5. The video surveillance system as claimed in any one of claims 1 to 4, wherein the processing unit is configured to classify said physical entities into at least two different entity classes and wherein said search for relationships includes searching for relationships of a first relationship class, wherein relationships of said first relationship class link entities of one entity class to entities of another entity class.

6. The video surveillance system as claimed in claim 5, wherein said search for relationships includes searching for relationships of a second relationship class, wherein relationships of said second relationship class link entities of a specific entity class to entities of the same entity class.

7. The video surveillance system as claimed in claim 5 or 6, wherein the physical entities identified, labelled and tracked by said processing unit include persons as a first entity class and luggage items as a second entity class.

8. The video surveillance system as claimed in claim 7, wherein said search for relationships includes searching for associations between luggage items and persons.

9. The video surveillance system as claimed in claim 5 or 6, wherein the physical entities identified, labelled and tracked by said processing unit include adult persons as a first entity class and children as a second entity class.

10. The video surveillance system as claimed in claim 9, wherein said search for relationships includes searching for associations between adult persons and children.

11. The video surveillance system as claimed in any one of claims 1 to 10, wherein the searching of the relationships based on the tracked positions of the labelled physical entities includes identifying physical entities entering the field of view of the camera together in close proximity and have same trajectories, the processing unit being configured to carry out the identification of physical entities, the search for relationships and the detection of relationship events using a deep learning model.

12. The video surveillance system as claimed in claim 11, wherein the processing unit is configured to implement a border control of the field of view of the camera, said border control comprising defining one or more entrance and/or exit zones in the field of view of the camera, and prioritising identification and tracking of physical entities within said entrance and/or exit zones.

13. The video surveillance system as claimed in any one of claims 1 to 12, comprising a plurality of cameras, for providing streams of video frames of different portions of the area under surveillance.

14. The video surveillance system as claimed in claim 13, comprising a shared database that is accessible by the cameras, wherein features of the physical entities are stored for re-identification of the physical entities at later times and/or by different cameras.

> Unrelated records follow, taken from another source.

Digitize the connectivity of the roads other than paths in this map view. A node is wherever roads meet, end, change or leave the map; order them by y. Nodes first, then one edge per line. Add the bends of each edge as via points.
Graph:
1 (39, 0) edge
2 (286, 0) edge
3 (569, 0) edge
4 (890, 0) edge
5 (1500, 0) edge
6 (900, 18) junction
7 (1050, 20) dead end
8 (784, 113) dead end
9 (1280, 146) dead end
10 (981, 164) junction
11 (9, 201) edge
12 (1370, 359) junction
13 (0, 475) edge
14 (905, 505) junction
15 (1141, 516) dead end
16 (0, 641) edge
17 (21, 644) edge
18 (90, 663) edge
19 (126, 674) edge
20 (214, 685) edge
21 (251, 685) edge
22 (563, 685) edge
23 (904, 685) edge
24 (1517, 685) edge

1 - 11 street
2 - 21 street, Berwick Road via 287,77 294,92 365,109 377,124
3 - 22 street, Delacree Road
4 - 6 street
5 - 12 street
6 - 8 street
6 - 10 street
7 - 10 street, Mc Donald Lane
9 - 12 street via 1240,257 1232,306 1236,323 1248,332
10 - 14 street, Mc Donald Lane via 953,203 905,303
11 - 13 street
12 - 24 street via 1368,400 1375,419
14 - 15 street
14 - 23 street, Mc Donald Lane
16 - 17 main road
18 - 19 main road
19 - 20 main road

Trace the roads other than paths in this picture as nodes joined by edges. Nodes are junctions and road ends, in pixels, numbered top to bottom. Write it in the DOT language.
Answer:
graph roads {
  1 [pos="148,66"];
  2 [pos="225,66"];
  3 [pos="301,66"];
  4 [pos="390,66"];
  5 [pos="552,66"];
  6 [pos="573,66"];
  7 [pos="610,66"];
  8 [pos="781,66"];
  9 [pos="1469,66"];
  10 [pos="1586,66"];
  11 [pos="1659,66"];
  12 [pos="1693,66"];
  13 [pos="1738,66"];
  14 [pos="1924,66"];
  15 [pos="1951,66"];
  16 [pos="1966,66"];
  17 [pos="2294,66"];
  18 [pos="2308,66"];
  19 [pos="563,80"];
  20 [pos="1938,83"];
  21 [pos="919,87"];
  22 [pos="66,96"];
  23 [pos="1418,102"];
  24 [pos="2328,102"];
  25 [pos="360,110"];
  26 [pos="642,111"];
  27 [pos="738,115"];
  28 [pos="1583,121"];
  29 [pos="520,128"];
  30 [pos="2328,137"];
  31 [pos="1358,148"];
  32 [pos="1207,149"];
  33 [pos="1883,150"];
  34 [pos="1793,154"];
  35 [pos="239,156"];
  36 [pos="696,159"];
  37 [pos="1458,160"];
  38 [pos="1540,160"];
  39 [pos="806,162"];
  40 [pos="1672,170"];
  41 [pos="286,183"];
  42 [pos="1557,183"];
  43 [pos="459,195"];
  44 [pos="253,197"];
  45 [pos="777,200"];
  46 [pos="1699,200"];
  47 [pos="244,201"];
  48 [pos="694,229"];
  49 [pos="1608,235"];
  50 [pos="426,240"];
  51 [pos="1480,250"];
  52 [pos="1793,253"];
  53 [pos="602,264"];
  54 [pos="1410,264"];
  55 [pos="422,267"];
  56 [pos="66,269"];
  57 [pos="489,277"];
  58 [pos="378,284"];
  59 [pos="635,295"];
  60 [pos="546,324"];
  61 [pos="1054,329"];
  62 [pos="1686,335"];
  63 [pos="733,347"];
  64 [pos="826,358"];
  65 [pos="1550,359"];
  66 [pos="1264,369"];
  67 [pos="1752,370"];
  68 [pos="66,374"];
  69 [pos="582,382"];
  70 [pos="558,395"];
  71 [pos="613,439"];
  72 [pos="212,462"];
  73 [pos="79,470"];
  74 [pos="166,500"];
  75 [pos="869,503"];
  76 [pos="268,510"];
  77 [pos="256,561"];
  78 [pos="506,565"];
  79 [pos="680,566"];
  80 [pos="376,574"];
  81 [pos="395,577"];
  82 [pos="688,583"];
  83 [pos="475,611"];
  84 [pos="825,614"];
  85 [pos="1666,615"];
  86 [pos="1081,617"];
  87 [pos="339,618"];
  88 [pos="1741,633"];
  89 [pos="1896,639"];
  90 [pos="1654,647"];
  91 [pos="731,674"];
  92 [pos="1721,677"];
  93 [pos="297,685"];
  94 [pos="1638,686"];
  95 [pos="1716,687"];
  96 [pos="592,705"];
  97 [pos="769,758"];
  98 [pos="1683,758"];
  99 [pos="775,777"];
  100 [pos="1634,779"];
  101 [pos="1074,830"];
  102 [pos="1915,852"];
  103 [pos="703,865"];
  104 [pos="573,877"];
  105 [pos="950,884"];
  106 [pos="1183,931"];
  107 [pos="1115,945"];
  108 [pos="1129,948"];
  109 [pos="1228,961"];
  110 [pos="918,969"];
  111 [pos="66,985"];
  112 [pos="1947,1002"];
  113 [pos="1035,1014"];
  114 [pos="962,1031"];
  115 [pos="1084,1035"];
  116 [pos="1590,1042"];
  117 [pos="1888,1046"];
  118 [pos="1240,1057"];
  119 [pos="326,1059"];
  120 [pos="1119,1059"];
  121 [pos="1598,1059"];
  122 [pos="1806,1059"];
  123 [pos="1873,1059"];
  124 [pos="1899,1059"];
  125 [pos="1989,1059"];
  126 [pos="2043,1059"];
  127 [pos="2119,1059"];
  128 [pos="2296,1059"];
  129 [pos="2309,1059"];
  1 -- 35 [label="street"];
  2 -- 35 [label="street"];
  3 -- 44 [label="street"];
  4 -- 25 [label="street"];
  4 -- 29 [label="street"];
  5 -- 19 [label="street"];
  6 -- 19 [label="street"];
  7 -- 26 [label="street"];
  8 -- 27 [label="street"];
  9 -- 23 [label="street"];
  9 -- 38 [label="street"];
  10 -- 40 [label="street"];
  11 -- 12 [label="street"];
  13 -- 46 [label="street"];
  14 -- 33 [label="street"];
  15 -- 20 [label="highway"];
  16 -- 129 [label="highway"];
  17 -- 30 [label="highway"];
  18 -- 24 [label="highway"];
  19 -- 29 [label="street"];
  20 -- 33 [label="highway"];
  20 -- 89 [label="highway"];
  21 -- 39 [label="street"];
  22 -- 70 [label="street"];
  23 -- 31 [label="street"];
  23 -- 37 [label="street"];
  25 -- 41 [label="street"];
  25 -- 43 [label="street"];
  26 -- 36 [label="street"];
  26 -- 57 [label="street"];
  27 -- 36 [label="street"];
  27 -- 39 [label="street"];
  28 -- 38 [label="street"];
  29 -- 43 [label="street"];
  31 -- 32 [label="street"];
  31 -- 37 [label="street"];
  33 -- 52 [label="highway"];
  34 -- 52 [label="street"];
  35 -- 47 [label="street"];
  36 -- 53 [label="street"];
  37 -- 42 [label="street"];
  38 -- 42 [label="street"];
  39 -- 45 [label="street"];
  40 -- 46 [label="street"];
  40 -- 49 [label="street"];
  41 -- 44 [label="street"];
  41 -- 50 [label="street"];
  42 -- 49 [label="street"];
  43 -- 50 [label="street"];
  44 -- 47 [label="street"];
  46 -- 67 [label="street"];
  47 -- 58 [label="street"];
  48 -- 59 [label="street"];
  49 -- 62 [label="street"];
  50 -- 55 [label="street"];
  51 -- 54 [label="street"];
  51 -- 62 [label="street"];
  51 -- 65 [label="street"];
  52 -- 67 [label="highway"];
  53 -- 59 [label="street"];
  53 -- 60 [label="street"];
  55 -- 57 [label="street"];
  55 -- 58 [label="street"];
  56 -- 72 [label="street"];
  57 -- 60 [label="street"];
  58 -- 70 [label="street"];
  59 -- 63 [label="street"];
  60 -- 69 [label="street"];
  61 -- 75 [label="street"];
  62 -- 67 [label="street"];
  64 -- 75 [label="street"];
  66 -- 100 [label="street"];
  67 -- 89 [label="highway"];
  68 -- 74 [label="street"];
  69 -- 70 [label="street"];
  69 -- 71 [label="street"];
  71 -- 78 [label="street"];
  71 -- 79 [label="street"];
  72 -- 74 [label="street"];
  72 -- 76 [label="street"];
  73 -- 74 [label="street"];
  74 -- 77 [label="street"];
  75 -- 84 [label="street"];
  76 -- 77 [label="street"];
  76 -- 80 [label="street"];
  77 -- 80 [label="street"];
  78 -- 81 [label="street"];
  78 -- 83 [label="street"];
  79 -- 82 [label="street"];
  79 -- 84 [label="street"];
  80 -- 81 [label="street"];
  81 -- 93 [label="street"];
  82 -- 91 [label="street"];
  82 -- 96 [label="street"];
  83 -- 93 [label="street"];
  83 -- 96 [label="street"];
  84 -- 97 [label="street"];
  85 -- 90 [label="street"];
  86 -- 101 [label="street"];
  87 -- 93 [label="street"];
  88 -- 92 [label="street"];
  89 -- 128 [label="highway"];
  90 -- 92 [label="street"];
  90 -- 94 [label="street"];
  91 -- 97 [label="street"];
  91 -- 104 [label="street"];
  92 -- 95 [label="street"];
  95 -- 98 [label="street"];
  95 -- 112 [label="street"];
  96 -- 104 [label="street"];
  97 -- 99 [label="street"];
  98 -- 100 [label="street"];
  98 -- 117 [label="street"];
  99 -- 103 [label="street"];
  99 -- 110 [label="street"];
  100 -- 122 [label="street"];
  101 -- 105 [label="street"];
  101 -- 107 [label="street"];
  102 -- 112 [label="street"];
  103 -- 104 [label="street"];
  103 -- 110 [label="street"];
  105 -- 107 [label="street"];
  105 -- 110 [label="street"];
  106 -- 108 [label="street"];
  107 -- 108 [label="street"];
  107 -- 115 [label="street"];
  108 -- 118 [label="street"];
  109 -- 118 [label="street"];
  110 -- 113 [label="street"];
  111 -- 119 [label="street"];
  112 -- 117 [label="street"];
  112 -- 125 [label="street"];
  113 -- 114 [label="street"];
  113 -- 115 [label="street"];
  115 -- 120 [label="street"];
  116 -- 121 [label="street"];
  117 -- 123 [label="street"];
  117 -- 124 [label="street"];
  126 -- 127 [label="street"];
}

| DP.CIAIL.0001/LU 19 LU101413

15. A video surveillance method, including obtaining a stream of video frames of an area under surveillance from a camera, the camera including or being connected with a rangefinder; using the rangefinder to determine three-dimensional positions of physical entities in said area under surveillance; identifying said physical entities in said stream of video frames, labelling said physical entities once identified, tracking the positions of the labelled physical entities; searching for relationships between labelled physical entities, the relationships searched for belonging to one or more relationship classes, the searching of the relationships being based on the tracked positions of the labelled physical entities; detecting relationship events, e.g. when an existing relationship belonging to a specific relationship class ends; and issuing a notification when such a relationship event occurs.